■ WORK INSTRUCTIONS ■
All the data below goes into the copy word for word, but the pictures don't.
━━━━
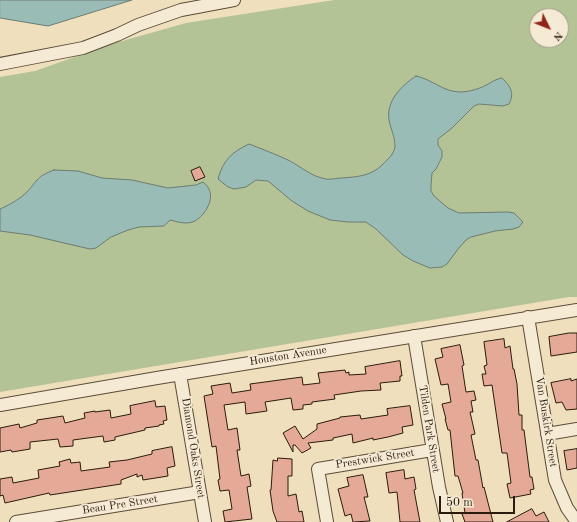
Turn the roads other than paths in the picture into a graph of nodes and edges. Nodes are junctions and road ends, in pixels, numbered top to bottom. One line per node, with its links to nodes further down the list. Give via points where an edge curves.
1 (234, 0): 2 (street, via 181,10 83,48)
2 (0, 64)
3 (577, 310): 4 (street, Houston Avenue)
4 (528, 317): 5 (street, Houston Avenue); 9 (street, Van Buskirk Street)
5 (414, 336): 6 (street, Houston Avenue); 10 (street, Tilden Park Street)
6 (180, 374): 7 (street, Houston Avenue); 11 (street, Diamond Oaks Street)
7 (0, 405)
8 (577, 429): 9 (street)
9 (547, 434): 16 (street, Van Buskirk Street, via 555,480 566,508)
10 (432, 450): 14 (street, Prestwick Street, via 318,469); 15 (street, Tilden Park Street)
11 (200, 492): 12 (street, Beau Pre Street); 13 (street, Diamond Oaks Street)
12 (16, 522)
13 (205, 522)
14 (327, 522)
15 (447, 522)
16 (577, 522)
━━━━
■ THE COMPLETED TASK ■
Turn the roads other than paths in the picture into a graph of nodes and edges. Nodes are junctions and road ends, in pixels, numbered top to bottom. One line per node, with its links to nodes further down the list. Give via points where an edge curves.
1 (234, 0): 2 (street, via 181,10 83,48)
2 (0, 64)
3 (577, 310): 4 (street, Houston Avenue)
4 (528, 317): 5 (street, Houston Avenue); 9 (street, Van Buskirk Street)
5 (414, 336): 6 (street, Houston Avenue); 10 (street, Tilden Park Street)
6 (180, 374): 7 (street, Houston Avenue); 11 (street, Diamond Oaks Street)
7 (0, 405)
8 (577, 429): 9 (street)
9 (547, 434): 16 (street, Van Buskirk Street, via 555,480 566,508)
10 (432, 450): 14 (street, Prestwick Street, via 318,469); 15 (street, Tilden Park Street)
11 (200, 492): 12 (street, Beau Pre Street); 13 (street, Diamond Oaks Street)
12 (16, 522)
13 (205, 522)
14 (327, 522)
15 (447, 522)
16 (577, 522)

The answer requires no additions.